Problem to solve. Wherever the word "Molino" appears in the entries, copy the whole line.

——————

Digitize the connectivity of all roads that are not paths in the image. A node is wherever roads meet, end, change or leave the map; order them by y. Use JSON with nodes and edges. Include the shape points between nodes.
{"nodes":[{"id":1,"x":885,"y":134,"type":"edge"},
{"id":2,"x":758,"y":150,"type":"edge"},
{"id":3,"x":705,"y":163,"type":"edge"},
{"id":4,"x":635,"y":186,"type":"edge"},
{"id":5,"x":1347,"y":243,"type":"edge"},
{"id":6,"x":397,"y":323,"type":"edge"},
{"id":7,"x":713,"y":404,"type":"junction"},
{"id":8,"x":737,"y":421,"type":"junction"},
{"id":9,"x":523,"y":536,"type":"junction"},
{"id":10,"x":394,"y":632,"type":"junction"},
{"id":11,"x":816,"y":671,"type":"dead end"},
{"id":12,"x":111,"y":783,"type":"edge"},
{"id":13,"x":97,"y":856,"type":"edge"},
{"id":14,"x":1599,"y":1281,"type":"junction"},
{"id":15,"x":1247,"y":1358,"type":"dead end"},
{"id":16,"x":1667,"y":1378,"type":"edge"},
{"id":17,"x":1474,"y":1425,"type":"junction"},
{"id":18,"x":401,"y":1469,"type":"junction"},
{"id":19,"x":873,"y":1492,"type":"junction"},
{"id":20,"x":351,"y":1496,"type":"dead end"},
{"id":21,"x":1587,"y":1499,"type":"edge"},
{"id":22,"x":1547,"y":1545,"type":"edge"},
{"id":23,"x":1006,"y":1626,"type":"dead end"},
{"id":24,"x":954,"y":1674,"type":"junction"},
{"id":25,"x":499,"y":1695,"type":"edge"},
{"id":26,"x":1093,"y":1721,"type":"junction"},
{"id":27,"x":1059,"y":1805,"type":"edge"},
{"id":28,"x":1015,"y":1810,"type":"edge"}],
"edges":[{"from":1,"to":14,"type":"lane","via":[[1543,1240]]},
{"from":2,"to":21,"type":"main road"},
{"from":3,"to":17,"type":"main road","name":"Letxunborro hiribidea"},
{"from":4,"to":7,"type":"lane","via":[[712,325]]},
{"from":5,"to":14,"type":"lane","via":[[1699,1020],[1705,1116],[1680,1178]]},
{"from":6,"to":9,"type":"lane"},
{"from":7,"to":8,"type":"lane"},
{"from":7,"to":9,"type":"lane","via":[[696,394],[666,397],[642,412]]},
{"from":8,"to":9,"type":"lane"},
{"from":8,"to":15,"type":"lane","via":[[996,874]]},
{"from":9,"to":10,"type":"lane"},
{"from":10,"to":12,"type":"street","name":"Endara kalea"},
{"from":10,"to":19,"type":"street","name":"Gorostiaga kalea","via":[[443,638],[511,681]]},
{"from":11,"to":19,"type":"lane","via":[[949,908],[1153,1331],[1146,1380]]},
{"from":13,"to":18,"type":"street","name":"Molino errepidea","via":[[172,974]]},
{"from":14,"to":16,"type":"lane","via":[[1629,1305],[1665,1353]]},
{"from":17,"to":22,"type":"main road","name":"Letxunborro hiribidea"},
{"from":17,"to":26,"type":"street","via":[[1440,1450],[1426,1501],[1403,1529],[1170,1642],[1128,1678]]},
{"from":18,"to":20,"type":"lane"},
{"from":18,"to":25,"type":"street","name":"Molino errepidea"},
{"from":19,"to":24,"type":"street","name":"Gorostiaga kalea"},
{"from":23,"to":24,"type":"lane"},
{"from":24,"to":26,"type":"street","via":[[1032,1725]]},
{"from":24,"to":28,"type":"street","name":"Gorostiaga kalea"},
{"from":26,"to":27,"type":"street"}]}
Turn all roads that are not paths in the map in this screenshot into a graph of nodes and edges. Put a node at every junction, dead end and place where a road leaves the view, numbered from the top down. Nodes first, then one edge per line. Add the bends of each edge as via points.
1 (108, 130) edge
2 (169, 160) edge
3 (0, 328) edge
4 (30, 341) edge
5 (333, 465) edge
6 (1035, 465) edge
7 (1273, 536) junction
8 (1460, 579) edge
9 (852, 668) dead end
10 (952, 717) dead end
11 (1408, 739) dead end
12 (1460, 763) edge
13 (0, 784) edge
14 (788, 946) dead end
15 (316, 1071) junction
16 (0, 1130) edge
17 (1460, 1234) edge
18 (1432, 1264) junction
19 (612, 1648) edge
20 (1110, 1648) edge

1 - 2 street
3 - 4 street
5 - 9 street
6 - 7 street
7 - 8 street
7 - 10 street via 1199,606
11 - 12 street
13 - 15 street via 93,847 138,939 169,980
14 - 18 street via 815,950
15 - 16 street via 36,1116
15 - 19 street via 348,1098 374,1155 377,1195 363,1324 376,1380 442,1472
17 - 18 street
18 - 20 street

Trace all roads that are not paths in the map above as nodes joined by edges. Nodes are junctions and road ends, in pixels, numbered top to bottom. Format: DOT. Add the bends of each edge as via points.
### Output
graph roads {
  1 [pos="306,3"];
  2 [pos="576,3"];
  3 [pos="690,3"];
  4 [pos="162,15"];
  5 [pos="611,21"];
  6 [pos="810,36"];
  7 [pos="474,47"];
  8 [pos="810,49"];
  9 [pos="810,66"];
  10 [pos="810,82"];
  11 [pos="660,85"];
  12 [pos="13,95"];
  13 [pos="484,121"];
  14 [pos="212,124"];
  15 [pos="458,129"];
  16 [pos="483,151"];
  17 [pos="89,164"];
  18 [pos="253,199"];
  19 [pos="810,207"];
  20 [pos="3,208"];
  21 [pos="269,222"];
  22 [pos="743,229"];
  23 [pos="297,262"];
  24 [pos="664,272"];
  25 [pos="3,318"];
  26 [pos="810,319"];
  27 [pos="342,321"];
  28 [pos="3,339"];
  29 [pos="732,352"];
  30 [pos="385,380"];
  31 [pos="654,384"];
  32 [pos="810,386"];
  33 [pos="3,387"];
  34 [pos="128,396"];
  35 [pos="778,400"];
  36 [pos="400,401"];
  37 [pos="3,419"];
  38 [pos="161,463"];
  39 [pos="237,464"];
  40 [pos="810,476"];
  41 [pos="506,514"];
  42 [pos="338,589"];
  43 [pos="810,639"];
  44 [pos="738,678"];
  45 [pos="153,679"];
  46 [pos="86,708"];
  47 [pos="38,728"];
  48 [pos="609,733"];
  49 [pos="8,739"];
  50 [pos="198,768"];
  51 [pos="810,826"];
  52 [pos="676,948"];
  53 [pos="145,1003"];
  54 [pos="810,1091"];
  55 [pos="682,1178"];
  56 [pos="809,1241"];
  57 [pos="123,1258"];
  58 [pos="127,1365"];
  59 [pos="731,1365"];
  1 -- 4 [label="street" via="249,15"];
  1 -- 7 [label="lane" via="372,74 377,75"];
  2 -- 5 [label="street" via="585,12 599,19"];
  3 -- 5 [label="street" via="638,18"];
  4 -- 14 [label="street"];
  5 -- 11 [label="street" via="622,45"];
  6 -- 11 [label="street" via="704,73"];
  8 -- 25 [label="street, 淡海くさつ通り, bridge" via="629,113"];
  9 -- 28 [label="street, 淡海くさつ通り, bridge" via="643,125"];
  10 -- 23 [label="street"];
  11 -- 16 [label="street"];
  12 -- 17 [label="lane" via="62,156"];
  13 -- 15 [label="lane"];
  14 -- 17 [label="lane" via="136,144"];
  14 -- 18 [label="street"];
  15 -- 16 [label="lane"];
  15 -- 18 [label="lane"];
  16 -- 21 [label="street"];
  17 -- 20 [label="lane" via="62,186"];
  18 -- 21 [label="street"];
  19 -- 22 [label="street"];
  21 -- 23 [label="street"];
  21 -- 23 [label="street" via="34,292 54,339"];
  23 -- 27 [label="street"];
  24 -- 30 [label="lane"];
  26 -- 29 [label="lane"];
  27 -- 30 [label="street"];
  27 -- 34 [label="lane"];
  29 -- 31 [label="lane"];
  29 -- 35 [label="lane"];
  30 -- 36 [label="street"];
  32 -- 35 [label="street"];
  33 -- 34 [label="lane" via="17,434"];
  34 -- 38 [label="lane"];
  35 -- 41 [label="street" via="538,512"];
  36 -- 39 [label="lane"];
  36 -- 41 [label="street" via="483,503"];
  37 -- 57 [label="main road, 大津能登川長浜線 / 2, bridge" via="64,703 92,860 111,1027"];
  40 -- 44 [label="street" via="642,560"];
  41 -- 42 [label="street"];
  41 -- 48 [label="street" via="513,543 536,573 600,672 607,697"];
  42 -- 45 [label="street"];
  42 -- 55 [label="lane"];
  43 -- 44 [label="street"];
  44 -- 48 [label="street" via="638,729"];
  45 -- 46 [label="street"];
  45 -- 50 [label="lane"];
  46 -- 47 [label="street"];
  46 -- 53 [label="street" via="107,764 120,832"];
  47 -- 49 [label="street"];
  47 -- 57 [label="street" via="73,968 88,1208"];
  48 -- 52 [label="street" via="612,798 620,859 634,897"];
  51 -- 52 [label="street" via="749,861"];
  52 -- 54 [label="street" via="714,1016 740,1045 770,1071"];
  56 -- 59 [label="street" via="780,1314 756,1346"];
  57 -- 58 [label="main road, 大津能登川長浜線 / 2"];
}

——————

Answer to this exercise.
{"from":13,"to":18,"type":"street","name":"Molino errepidea","via":[[172,974]]},
{"from":18,"to":25,"type":"street","name":"Molino errepidea"},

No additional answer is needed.